What a week.
My wife and daughter both tested positive for COVID on Wednesday and had to isolate themselves since then. I took time off from work, bring them food, do the housework, and look after our son, ferry him to various social events and playdates, while also looking after a one year old puppy. Then, the puppy developed conjunctivitis (pink eye) as of yesterday. Further, my old acid reflux problem reared its head recently causing plenty of misery for me.
The week has been a train wreck but we’ve managed. Thankfully my wife and daughter’s both had miles symptoms and will be out of quarantine soon.
Amidst all the chaos, I tried to keep up daily Buddhist practice, with mixed success.
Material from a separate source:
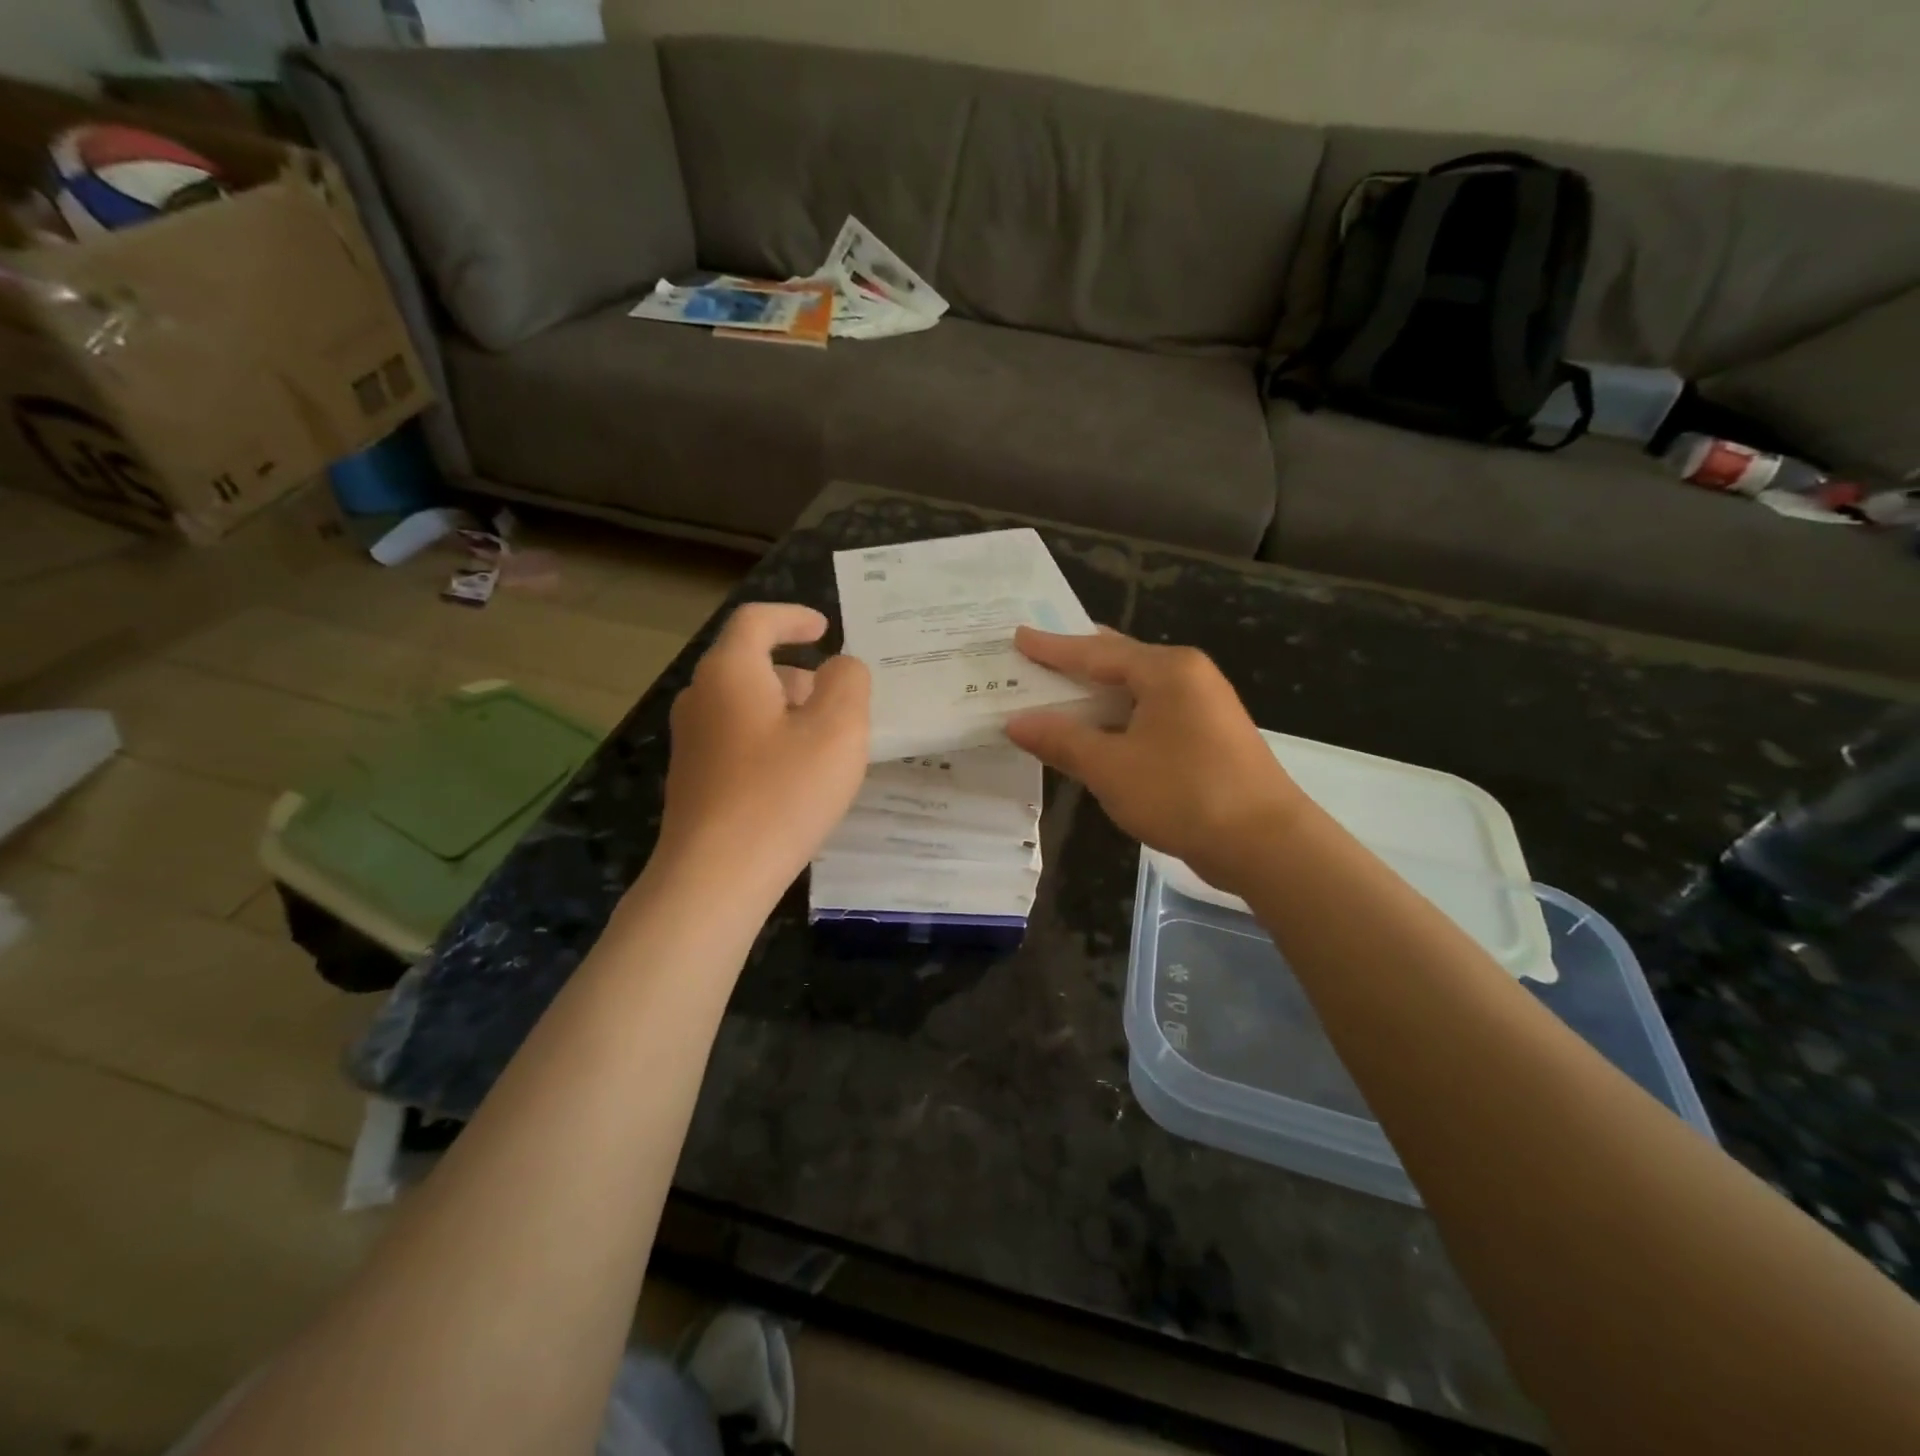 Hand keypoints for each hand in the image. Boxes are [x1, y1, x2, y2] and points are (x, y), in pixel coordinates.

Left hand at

This morning I just had only enough time to recite the Three Treasures: namu-ki-e-butsu, namu-ki-e-ho, namu-ki-e-so (praise to the Buddha, Dharma, and Sangha).
But that’s how it is sometimes.
If you’re a parent, especially a single parent like my mother was, sometimes that’s all you can realistically do. That’s also true if you’re young and just getting on your feet, working a grueling 9-5 job, or you’re caring for ill or elderly family members.
Such people don’t have the time or energy to contemplate Tibetan yidam or participate in a Zen sesshin. How can someone working a demanding warehouse job at Amazon maintain mindfulness when you barely have time for a lunch break? How can a school teacher afford a retreat to Bhutan when they’re scraping money to get adequate school supplies in the classroom?
For most working-class people dealing with stress, financial woes, or parenting, such Buddhist practices are a privilege they can’t afford, but they shouldn’t be excluded either. This was a problem faced centuries ago and continues in the West today.
Instead, when your world is falling apart, or you’re cleaning poop from a baby’s diaper, or trying to mentally shut out the weirdo on public transit, sometimes it’s just enough to say the nembutsu: na-mu-a-mi-da-butsu. Maybe you can’t maintain a Buddhist altar, but it’s just enough to keep a small image in your wallet that you drew or printed out. If you can’t afford good Buddhist books, make your own.
I am not joking or making light of Buddhist practice either. Consider this verse from the second chapter of the Lotus Sutra:
If someone with a confused and distracted mind should take even one flower and offer it to a painted image, in time he would come to see countless Buddhas.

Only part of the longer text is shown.